■ Directions ■
If a line in the records below contains the word "Include", copy it.

Dataset entries

+---+

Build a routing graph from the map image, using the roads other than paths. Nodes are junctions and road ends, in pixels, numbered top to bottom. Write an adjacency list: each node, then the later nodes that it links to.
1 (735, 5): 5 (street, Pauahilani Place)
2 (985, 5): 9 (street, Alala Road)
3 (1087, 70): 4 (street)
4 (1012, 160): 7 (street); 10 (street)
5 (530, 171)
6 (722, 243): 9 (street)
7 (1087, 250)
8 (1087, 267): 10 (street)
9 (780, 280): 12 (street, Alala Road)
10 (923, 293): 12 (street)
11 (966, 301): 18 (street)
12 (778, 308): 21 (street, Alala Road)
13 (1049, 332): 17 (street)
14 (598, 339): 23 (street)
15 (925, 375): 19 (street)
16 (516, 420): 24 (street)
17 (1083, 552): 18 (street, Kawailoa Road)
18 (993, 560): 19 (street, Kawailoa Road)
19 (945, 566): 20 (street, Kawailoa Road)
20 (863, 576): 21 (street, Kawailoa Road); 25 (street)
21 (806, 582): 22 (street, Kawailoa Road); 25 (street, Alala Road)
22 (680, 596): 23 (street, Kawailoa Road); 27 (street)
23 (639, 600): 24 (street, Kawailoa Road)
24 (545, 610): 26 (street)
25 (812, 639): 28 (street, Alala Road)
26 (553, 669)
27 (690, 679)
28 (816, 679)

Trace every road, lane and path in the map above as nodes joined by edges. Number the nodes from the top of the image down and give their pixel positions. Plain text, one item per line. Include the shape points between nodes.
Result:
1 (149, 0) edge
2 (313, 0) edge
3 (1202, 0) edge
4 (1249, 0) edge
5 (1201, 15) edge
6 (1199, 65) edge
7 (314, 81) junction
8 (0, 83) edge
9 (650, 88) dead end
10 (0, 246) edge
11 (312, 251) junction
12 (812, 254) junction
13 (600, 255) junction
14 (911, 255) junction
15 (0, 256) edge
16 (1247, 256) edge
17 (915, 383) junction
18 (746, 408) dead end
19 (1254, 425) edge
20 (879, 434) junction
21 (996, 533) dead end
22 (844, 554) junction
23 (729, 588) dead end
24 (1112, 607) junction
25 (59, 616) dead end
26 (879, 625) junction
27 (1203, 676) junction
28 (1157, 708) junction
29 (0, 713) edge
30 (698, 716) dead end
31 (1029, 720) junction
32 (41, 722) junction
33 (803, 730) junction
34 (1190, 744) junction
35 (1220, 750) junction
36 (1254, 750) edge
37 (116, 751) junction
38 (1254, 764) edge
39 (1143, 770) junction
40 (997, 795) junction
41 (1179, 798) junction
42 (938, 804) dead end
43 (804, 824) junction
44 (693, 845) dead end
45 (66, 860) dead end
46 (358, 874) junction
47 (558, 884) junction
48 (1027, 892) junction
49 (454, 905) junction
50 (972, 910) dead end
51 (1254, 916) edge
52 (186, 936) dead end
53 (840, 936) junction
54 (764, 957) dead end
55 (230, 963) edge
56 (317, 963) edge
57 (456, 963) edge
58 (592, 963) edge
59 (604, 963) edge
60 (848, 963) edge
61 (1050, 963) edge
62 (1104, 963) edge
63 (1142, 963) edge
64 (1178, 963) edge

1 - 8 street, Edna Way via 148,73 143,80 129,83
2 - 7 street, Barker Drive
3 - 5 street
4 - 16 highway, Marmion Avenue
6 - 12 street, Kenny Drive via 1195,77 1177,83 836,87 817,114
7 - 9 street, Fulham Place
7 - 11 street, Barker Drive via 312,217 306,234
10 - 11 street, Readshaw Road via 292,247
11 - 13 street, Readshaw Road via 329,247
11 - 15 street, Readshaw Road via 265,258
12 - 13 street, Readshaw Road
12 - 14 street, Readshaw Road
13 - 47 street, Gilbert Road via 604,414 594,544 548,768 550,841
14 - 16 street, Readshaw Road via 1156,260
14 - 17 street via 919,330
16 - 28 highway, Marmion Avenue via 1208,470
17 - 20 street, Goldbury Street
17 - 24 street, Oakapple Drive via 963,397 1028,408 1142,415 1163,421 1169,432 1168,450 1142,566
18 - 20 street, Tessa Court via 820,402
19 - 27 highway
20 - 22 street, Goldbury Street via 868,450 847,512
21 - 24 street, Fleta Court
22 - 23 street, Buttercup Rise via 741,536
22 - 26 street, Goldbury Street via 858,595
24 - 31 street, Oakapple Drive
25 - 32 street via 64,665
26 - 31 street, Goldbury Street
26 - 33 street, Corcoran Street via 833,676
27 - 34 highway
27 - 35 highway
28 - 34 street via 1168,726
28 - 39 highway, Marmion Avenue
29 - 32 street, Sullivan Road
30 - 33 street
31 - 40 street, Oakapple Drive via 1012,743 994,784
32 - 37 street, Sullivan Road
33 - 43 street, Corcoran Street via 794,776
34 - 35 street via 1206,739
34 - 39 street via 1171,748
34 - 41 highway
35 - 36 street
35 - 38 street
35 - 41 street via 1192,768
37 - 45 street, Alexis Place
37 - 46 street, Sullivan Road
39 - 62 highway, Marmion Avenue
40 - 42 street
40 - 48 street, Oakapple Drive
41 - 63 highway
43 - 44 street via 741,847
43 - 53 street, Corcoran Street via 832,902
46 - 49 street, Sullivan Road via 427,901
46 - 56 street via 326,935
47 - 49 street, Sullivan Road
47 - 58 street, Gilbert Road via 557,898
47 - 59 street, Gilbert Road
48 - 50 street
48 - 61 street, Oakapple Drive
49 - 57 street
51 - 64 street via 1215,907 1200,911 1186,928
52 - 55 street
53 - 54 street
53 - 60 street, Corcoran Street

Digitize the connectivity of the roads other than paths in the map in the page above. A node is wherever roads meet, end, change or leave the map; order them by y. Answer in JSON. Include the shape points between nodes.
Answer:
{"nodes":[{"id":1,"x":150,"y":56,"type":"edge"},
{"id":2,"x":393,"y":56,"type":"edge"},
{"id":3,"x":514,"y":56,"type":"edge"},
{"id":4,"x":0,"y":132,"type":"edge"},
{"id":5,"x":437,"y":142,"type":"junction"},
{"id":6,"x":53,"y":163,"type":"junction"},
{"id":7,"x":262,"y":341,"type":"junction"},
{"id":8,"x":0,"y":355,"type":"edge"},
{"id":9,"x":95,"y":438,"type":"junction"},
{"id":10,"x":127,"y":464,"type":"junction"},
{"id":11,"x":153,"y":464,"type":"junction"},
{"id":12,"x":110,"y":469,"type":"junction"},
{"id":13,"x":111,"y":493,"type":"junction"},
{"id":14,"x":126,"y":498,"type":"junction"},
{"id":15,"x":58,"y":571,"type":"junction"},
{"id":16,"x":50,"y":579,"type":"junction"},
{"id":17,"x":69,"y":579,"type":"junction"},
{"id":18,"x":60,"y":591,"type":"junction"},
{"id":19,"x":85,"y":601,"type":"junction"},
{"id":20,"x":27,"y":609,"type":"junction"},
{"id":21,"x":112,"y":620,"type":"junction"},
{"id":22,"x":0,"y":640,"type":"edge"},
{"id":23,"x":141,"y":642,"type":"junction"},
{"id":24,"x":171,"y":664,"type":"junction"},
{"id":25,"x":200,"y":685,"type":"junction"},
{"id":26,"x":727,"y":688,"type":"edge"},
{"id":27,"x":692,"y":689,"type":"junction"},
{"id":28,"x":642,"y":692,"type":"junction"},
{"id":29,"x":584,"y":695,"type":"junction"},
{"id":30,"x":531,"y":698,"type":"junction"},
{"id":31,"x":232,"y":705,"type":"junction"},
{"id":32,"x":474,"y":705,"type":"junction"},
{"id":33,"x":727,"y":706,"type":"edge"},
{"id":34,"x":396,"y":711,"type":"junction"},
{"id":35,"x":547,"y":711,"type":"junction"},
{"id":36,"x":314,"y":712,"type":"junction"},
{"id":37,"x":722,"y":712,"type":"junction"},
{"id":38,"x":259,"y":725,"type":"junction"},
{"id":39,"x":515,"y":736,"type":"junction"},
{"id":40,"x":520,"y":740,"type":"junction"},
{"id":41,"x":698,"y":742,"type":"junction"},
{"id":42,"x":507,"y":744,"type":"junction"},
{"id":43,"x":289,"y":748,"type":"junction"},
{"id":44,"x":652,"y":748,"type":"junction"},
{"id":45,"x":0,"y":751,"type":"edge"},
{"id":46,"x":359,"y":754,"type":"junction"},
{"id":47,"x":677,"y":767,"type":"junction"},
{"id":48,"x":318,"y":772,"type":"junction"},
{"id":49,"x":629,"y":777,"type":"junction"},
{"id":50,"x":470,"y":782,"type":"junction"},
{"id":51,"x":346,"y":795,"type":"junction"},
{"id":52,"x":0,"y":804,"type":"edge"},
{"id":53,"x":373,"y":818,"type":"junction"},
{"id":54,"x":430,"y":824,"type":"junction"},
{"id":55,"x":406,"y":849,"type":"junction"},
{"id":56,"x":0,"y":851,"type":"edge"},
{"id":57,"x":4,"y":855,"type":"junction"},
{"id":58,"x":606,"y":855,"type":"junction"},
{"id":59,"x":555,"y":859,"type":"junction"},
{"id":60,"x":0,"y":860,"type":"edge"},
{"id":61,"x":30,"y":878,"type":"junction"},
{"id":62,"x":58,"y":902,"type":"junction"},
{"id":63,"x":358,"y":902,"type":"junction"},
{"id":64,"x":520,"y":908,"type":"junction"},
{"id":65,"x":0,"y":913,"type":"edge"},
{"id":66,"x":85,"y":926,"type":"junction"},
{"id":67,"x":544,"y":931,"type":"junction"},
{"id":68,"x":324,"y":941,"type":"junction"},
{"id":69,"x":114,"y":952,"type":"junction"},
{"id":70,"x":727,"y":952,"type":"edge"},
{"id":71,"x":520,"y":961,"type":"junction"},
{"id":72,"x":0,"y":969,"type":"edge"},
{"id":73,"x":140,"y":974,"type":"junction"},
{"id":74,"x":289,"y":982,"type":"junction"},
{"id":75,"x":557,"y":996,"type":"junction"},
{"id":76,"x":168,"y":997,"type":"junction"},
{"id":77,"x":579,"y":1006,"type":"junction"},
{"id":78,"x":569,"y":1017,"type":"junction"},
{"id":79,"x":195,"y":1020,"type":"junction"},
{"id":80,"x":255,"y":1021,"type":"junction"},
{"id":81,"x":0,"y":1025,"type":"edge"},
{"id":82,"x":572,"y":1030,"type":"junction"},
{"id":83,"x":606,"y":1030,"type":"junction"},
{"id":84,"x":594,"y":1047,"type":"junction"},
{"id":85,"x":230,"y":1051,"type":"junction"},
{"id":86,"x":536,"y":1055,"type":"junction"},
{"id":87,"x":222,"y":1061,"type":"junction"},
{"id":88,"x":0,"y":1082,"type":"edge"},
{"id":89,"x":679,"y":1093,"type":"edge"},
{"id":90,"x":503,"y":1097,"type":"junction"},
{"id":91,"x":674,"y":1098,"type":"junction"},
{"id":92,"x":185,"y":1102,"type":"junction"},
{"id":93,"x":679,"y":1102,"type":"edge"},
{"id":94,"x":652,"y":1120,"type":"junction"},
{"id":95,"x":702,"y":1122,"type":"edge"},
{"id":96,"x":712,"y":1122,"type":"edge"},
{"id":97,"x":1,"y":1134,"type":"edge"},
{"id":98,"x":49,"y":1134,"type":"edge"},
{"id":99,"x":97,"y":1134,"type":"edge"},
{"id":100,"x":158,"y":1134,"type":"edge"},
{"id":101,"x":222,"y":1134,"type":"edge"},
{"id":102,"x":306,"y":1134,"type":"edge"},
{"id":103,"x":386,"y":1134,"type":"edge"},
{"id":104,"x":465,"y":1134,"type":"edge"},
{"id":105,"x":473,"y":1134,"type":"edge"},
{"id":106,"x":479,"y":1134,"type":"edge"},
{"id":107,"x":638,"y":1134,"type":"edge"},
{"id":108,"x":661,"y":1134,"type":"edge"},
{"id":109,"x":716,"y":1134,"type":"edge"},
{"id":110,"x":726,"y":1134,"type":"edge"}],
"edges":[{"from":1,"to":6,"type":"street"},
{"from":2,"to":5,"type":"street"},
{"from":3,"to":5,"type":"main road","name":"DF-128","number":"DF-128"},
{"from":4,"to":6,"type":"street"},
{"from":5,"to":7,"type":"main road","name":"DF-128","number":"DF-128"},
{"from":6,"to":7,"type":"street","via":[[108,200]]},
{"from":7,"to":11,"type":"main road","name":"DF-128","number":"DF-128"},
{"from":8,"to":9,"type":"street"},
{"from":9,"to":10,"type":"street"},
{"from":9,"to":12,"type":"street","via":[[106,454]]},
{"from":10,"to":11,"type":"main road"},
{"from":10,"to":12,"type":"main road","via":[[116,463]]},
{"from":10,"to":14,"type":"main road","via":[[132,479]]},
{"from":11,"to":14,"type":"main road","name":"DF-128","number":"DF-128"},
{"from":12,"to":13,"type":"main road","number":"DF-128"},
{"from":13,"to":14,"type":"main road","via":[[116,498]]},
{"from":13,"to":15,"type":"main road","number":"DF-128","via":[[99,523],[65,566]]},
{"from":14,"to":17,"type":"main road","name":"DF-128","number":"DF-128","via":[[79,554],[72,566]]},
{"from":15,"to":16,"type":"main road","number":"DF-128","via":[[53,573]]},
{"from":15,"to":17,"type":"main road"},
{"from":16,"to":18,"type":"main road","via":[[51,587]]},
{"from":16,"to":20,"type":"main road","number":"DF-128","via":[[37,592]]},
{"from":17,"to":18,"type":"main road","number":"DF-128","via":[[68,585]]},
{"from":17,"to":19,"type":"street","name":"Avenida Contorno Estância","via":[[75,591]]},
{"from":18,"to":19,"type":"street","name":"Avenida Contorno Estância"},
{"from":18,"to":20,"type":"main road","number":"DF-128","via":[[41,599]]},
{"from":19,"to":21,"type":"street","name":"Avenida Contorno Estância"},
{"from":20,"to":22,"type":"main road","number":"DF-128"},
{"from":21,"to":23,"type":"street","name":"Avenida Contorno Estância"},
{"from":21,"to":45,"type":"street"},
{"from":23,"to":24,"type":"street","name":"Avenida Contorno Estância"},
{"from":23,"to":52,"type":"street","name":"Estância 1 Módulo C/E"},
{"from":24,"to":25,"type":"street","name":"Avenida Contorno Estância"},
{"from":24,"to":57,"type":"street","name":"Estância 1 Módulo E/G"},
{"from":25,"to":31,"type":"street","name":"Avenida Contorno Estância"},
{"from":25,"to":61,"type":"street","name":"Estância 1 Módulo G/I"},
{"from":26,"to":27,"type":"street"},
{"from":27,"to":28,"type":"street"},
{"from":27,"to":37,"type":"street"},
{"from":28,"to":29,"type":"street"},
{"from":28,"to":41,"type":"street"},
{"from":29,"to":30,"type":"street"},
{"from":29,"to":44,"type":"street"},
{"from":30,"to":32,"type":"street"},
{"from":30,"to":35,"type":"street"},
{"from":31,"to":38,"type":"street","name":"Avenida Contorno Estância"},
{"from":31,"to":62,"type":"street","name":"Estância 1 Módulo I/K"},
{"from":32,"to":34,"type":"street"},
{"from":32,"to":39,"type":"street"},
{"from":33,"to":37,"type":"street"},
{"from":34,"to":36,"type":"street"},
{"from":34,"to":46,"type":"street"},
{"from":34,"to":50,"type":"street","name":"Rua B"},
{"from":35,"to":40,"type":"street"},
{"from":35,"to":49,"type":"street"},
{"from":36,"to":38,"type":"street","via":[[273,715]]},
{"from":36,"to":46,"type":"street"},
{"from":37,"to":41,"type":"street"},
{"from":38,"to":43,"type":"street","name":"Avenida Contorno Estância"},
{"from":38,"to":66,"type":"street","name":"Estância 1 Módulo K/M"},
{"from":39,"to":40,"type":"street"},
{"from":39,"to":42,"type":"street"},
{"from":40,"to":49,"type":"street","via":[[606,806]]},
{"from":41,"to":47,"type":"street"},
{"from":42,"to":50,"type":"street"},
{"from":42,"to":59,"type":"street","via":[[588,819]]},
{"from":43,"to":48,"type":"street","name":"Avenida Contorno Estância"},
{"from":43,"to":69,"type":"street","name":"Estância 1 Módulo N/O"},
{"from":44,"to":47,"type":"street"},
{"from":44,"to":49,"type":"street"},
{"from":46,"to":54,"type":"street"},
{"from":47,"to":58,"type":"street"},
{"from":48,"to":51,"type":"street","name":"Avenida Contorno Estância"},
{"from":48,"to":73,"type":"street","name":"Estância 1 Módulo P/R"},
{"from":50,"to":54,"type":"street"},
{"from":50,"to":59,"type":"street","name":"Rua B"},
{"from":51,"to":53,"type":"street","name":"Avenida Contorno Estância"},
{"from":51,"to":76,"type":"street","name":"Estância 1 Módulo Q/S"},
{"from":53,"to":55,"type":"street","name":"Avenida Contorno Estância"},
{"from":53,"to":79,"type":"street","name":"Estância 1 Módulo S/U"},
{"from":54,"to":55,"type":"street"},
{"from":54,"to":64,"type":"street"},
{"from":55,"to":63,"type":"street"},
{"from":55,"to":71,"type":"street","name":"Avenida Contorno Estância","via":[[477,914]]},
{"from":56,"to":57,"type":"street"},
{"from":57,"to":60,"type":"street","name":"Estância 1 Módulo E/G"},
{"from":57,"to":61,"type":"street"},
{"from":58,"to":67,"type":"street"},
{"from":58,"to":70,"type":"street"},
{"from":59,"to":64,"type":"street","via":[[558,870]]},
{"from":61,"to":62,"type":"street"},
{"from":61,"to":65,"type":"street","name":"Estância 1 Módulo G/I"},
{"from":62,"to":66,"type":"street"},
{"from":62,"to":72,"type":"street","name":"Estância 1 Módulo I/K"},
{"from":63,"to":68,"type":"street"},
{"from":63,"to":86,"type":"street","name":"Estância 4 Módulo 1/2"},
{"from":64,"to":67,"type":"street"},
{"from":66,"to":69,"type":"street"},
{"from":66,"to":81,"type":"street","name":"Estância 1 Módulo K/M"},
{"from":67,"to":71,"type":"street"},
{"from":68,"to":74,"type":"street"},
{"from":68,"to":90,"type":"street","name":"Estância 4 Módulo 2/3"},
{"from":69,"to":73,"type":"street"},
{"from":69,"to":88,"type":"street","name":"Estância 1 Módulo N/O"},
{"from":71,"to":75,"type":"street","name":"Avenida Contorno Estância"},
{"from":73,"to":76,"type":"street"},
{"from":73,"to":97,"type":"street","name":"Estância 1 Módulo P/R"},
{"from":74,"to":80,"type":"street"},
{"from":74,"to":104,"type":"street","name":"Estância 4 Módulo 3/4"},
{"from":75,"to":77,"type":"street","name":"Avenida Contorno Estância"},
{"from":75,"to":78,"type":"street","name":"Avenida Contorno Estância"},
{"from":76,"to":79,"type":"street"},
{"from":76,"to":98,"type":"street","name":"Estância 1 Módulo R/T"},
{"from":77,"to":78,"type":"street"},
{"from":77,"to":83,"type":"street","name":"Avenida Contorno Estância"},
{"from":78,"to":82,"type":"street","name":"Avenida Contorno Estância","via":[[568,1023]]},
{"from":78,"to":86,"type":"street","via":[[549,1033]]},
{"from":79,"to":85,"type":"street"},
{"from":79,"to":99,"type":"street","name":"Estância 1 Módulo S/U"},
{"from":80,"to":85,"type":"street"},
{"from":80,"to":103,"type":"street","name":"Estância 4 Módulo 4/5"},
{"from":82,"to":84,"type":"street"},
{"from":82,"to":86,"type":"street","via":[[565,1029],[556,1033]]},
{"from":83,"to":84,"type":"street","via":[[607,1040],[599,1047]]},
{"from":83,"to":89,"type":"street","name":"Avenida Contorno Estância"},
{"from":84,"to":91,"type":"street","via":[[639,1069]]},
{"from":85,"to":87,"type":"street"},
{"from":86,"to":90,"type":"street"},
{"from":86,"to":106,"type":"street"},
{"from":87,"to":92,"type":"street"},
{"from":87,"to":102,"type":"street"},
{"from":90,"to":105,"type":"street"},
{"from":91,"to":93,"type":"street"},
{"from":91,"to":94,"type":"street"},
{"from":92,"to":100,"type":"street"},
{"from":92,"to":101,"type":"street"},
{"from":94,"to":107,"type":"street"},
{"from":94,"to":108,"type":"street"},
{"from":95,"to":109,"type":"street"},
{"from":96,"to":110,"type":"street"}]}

+---+

■ Task output ■
Trace every road, lane and path in the map above as nodes joined by edges. Number the nodes from the top of the image down and give their pixel positions. Plain text, one item per line. Include the shape points between nodes.
Digitize the connectivity of the roads other than paths in the map in the page above. A node is wherever roads meet, end, change or leave the map; order them by y. Answer in JSON. Include the shape points between nodes.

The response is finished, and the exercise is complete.